Resumen Clínico del Capítulo
Síntesis académica, metodología diagnóstica y recomendaciones quirúrgicasLa endoscopia cervical posterior se desarrolló como una alternativa con preservación del movimiento frente a la foraminotomía abierta y a la discectomía cervical anterior con fusión (ACDF) en pacientes seleccionados. Su principal atractivo es lograr la descompresión radicular o del canal central preservando la movilidad segmentaria y minimizando el daño a la musculatura paravertebral posterior. El acceso está indicado en hernias discales posterolaterales o foraminales y en estenosis foraminales sin inestabilidad. Técnicas como la descompresión over-the-top ampliaron la posibilidad de descomprimir el canal bilateralmente desde una entrada unilateral, mientras que los abordajes biportales aumentaron la libertad instrumental. No obstante, la cercanía de la médula espinal, raíces nerviosas y arteria vertebral, sumada al espacio reducido y a la dependencia de irrigación continua, convierte al procedimiento en una técnica exigente. La mielopatía severa, la inestabilidad, la cifosis rígida y la OPLL extensa son escenarios donde las técnicas abiertas ofrecen mayor previsibilidad.
Capacitar al lector para determinar cuándo está indicado el abordaje endoscópico cervical posterior, planificar la trayectoria según la topografía compresiva y comprender las diferencias entre técnicas uniportal, biportal y over-the-top. El capítulo enfatiza criterios de seguridad para la preservación facetaria, protección neurovascular, control de presión de irrigación y criterios de conversión a cirugía abierta.

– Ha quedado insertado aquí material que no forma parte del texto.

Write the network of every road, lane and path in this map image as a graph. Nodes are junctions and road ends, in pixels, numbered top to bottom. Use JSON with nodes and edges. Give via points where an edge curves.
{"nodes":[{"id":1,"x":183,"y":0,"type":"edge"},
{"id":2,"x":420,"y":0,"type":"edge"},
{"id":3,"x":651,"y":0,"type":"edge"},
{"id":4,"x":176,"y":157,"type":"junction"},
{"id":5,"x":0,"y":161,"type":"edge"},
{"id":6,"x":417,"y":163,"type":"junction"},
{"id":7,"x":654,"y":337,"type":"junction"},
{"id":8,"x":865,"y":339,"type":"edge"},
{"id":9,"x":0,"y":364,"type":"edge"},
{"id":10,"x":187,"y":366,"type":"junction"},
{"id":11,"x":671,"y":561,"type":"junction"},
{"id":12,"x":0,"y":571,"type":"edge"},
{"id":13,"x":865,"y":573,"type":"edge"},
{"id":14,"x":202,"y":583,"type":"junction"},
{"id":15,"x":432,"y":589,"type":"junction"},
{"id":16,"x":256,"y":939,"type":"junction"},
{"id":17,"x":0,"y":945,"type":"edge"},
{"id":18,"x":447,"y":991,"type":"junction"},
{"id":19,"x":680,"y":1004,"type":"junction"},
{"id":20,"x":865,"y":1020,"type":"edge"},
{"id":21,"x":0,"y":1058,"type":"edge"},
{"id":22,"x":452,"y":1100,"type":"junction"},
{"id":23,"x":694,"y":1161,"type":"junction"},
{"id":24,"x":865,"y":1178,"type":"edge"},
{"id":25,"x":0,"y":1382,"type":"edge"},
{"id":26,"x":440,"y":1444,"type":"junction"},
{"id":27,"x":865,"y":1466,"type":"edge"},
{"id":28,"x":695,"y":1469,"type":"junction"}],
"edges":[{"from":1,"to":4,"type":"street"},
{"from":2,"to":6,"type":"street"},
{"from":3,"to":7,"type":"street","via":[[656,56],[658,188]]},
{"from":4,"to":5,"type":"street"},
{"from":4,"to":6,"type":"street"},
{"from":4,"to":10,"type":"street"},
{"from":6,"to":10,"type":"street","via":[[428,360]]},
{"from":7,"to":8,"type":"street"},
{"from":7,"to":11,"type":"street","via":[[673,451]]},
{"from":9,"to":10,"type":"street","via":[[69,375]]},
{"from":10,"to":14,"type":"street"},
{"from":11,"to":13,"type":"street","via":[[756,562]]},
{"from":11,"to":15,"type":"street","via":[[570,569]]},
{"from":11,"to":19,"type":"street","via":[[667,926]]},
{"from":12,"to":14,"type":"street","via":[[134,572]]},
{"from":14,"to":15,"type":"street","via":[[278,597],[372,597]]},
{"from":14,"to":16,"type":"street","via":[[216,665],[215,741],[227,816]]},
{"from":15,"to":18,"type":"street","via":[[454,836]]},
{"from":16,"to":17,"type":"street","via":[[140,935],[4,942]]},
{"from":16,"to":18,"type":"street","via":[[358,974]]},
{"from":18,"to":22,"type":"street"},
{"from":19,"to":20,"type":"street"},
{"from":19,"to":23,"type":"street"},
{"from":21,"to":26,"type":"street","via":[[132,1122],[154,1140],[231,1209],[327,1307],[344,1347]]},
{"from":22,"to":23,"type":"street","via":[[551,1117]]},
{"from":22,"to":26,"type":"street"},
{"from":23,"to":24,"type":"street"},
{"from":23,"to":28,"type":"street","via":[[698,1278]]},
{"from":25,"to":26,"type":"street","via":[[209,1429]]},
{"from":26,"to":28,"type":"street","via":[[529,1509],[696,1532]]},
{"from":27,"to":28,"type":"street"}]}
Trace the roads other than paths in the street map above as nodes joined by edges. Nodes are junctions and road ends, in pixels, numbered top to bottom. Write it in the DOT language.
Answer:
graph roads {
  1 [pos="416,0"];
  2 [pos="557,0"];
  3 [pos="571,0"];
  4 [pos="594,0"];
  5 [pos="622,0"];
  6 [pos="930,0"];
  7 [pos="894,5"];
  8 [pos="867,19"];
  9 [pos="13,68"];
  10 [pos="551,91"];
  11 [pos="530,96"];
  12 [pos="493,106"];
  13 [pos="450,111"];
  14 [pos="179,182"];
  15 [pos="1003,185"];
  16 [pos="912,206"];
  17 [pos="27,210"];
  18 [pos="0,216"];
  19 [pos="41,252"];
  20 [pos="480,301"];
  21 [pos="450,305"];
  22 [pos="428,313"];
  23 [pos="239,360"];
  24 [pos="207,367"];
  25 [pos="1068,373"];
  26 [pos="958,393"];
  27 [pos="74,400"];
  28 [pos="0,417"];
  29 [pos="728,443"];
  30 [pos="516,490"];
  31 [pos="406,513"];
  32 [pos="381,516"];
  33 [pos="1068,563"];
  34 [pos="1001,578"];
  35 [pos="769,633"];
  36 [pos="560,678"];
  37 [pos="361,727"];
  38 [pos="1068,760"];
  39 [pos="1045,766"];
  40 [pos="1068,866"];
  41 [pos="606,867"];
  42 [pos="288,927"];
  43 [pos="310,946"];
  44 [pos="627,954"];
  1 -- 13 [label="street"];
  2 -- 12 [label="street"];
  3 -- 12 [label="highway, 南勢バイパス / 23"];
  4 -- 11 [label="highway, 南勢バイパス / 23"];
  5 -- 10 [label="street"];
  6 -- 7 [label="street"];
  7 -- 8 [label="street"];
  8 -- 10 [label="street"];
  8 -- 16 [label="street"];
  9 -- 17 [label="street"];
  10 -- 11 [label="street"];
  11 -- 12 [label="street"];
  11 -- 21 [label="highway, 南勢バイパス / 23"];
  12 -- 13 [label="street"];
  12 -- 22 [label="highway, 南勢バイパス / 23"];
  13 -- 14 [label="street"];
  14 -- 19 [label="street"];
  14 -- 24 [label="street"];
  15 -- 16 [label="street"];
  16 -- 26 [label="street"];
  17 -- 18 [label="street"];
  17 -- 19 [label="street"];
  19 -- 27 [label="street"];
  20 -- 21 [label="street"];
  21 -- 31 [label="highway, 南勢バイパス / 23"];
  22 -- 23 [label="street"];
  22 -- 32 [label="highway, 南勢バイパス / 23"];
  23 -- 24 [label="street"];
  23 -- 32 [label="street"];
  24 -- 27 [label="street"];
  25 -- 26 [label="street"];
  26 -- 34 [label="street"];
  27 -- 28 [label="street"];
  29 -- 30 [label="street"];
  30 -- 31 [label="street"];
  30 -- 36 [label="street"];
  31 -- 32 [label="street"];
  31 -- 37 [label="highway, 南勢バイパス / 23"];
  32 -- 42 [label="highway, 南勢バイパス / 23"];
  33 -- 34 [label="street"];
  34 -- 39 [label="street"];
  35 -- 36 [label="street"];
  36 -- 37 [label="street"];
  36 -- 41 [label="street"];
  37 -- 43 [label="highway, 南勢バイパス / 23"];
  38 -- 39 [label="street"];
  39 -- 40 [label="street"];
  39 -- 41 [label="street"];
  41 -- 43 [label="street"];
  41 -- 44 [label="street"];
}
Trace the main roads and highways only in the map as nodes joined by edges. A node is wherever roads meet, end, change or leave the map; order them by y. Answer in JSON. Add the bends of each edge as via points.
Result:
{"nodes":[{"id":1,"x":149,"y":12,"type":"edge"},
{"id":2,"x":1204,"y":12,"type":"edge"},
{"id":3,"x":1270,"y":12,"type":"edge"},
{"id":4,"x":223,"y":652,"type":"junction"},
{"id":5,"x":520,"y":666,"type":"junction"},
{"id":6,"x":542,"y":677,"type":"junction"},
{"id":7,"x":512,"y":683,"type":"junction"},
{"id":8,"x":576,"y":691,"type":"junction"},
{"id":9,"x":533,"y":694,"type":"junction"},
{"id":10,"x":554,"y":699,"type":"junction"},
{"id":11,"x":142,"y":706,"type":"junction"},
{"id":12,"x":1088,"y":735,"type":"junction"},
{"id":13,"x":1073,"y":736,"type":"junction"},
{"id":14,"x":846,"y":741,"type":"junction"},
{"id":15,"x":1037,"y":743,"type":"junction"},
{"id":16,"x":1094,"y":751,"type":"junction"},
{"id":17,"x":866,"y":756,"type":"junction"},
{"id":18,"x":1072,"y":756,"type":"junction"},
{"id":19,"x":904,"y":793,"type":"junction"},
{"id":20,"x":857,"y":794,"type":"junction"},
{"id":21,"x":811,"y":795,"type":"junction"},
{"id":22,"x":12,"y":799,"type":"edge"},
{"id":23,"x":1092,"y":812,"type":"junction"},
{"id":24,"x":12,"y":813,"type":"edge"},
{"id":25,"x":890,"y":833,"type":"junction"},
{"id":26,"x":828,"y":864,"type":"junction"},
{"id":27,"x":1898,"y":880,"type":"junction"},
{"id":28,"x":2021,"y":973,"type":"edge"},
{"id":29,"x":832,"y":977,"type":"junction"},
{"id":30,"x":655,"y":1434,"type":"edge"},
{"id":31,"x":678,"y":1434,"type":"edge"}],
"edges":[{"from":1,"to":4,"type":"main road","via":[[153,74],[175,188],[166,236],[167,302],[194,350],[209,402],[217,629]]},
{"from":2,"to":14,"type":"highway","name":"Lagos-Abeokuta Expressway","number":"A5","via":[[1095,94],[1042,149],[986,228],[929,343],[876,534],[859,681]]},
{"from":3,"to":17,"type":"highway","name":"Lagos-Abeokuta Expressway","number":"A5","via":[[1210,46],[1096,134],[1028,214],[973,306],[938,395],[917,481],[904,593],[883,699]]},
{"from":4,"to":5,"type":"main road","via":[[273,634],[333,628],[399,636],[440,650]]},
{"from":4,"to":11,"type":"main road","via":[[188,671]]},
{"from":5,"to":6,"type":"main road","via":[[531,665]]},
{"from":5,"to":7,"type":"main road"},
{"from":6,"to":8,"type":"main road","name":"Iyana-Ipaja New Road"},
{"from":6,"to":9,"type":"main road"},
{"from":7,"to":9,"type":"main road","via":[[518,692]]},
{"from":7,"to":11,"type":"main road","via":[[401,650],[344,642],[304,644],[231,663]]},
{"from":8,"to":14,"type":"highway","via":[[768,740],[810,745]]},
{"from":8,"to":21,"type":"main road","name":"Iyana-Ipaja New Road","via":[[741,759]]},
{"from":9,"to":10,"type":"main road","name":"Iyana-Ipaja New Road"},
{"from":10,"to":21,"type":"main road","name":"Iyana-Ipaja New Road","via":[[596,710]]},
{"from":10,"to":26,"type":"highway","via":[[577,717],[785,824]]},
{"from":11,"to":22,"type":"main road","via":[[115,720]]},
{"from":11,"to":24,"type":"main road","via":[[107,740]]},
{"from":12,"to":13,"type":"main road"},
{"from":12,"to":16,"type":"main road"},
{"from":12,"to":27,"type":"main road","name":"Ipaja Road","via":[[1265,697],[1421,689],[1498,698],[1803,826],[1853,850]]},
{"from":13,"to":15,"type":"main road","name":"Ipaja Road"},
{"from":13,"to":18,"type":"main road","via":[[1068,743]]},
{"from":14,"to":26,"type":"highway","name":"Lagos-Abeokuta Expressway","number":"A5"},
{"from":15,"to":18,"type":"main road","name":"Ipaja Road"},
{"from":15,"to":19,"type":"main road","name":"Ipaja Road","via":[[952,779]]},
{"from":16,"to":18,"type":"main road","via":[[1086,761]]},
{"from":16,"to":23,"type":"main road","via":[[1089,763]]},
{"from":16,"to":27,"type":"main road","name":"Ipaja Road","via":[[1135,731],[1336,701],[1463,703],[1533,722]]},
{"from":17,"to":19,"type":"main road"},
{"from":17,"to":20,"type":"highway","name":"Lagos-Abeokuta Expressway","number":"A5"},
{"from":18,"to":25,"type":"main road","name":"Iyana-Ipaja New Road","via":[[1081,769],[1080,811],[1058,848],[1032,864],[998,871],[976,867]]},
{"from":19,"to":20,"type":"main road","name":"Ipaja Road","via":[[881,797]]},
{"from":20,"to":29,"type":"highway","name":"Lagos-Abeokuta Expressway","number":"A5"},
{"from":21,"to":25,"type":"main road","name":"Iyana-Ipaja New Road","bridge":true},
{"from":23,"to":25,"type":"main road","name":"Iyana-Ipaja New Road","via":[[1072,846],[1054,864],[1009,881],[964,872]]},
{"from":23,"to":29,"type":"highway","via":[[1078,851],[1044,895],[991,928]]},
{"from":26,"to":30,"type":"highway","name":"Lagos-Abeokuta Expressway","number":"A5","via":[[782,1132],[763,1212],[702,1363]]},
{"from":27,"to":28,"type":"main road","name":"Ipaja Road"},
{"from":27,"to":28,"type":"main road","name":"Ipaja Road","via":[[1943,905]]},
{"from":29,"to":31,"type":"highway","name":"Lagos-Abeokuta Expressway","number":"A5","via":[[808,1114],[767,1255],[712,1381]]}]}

El abordaje posterior se dirige prioritariamente a compresiones radiculares foraminales y posterolaterales. En estenosis centrales seleccionadas, la descompresión over-the-top permite acceder al lado contralateral desde un corredor unilateral. Los sistemas biportales añaden libertad instrumental. Casos de compresión medular difusa, mielopatía severa, OPLL extensa, inestabilidad o cifosis fija exigen prudencia y favorecen técnicas convencionales anteriores o abiertas.
La RM y la TC de alta resolución son esenciales. La RM define disco, raíz, médula y ligamentos; la TC detalla osteofitos, articulaciones facetarias y el límite de resección ósea planeado. El posicionamiento con cabezal de Mayfield o soporte, la elección de la óptica y la triangulación de portales varían según sea uniportal o biportal. La monitorización neurofisiológica se recomienda ante proximidad medular.
La técnica uniportal utiliza las referencias óseas del punto V en la unión laminofacetaria. Se realiza laminotomía y foraminotomía progresiva con fresa diamantada y micropinzas. El principio clave es ampliar el corredor preservando al menos el 50% de la faceta para evitar inestabilidad iatrogénica. La descompresión concluye cuando la raíz queda completamente libre y móvil en el foramen. La arteria vertebral representa el límite crítico lateral.
La técnica over-the-top permite trabajar bajo la base de la apófisis espinosa para descomprimir el saco dural y receso contralateral. En la técnica biportal, la óptica y el instrumental utilizan portales independientes, facilitando angulaciones y el uso de instrumentos microquirúrgicos estándar.
El capítulo reporta resultados clínicos comparables a la ACDF y microforaminotomía abierta en indicaciones adecuadas, con menor sangrado, menor estancia y preservación del movimiento. Las Figuras 65.1 a 65.4 muestran casos de radiculopatía foraminal y estenosis central tratadas por endoscopia over-the-top. Las complicaciones incluyen lesión dural, paresia radicular transitoria de C5/C6, hematoma epidural, recidiva y lesión de la arteria vertebral. Saber convertir a cirugía abierta ante sangrado incontrolable o durotomía amplia es parte del dominio técnico.
Para una radiculopatía unilateral por hernia blanda o pico osteofítico foraminal, la vía posterior endoscópica permite la descompresión preservando el segmento móvil, siempre que la columna sea lordótica y estable. Una compresión central con mielopatía exige un análisis estricto del número de niveles y reserva del canal. La TC preoperatoria debe cuantificar la cantidad de hueso a resecar sin sobrepasar el 50% de la faceta. Debe verificarse la posición de la arteria vertebral en cortes axiales antes de extender la foraminotomía lateralmente. En el intraoperatorio, la mala visibilidad no debe compensarse con maniobras a ciegas o sobrepresión de irrigación; el cirujano debe reorientarse anatómicamente y controlar la hemostasia. Los primeros casos deben ser hernias posterolaterales blandas de un solo nivel antes de avanzar a patologías estenóticas complejas.